81A Beschleunigtes Arbeitskräfteverfahren
Beschleunigtes rechtliches Verfahren für die Beschäftigung qualifizierter Arbeitskräfte in Deutschland
Alle rechtlichen Verfahren im Rahmen des Qualifizierten Arbeitskräfteprogramms in Deutschland werden im Rahmen des deutschen Aufenthaltsgesetzes (Aufenthaltsgesetz) durchgeführt, insbesondere basierend auf dem 81a Beschleunigten Qualifizierten Arbeitskräfteverfahren (Beschleunigtes Fachkräfteverfahren).
Die Koordination und Durchführung dieses Verfahrens liegt in der Verantwortung des Zentralen Fachkräfteeinwanderungsbüros Nordrhein-Westfalen (ZFE NRW).

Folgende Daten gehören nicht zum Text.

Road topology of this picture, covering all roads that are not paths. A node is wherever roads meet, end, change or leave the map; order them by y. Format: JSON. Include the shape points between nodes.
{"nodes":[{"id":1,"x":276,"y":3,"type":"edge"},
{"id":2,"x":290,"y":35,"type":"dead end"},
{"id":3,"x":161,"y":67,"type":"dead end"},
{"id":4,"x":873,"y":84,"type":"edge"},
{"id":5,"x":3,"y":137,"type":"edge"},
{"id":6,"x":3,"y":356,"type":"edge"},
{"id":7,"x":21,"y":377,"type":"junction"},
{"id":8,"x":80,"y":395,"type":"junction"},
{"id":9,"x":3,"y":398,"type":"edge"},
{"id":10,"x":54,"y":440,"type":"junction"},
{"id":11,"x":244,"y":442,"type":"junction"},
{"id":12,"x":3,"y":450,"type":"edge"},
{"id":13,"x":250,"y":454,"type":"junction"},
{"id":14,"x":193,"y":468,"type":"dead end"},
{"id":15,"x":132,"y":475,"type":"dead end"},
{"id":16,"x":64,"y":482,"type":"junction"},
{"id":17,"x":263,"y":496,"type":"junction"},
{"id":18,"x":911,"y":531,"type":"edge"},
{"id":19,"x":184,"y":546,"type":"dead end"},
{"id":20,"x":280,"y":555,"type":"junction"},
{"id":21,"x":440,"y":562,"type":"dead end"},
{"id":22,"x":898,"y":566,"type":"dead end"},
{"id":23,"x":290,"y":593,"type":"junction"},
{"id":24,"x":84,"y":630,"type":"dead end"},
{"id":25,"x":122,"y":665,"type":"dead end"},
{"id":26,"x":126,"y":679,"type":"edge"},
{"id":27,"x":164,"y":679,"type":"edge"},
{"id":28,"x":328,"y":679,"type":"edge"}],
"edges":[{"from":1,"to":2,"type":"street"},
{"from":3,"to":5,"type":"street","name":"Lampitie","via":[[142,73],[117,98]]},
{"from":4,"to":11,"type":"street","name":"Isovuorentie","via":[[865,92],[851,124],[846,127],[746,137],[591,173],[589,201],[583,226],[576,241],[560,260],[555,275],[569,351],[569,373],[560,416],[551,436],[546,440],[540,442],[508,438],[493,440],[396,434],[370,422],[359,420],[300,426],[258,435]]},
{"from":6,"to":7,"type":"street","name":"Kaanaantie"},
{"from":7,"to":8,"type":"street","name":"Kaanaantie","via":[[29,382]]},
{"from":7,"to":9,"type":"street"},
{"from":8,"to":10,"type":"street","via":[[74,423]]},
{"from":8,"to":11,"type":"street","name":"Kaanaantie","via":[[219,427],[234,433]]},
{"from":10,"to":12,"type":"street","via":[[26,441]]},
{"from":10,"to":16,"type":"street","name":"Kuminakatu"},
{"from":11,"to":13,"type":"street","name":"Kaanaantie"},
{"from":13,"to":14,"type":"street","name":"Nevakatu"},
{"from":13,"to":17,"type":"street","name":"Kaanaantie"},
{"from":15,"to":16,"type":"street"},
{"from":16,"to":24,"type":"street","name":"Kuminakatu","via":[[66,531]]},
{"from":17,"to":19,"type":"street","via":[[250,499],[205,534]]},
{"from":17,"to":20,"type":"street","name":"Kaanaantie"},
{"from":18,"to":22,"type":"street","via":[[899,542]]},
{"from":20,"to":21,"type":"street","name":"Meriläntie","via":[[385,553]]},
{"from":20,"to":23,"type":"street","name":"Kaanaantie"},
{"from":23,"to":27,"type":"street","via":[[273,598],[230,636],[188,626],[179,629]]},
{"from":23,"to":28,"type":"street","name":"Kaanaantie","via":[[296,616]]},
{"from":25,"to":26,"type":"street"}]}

ZFE NRW bietet Arbeitgebern direkte Unterstützung bei der Vorabzustimmung, Dokumentenprüfung und Visumprozessen für qualifizierte Kandidaten, die nach Deutschland kommen möchten, um zu arbeiten.
Umfang des 81A Beschleunigten Arbeitskräfteverfahrens
Artikel 81a AufenthG ist ein spezieller rechtlicher Mechanismus, der geschaffen wurde, um den Prozess der Beschäftigung qualifizierter Arbeitskräfte in Deutschland zu beschleunigen.
Dieses Verfahren zielt darauf ab, die Dauer der erforderlichen Visa- und Aufenthaltsgenehmigungen für qualifizierte Arbeitskräfte aus Nicht-EU-Ländern zu verkürzen, um in Deutschland zu arbeiten.
Die grundlegenden Schritte des Verfahrens sind:
Einleitung des Antragsverfahrens
Der Arbeitgeber stellt einen offiziellen Antrag über ZFE NRW, um das beschleunigte Arbeitskräfteverfahren einzuleiten.
Überprüfung der rechtlichen Anforderungen
Die beruflichen Qualifikationen des Kandidaten, Bildungsnachweise und Arbeitsvertrag werden bewertet.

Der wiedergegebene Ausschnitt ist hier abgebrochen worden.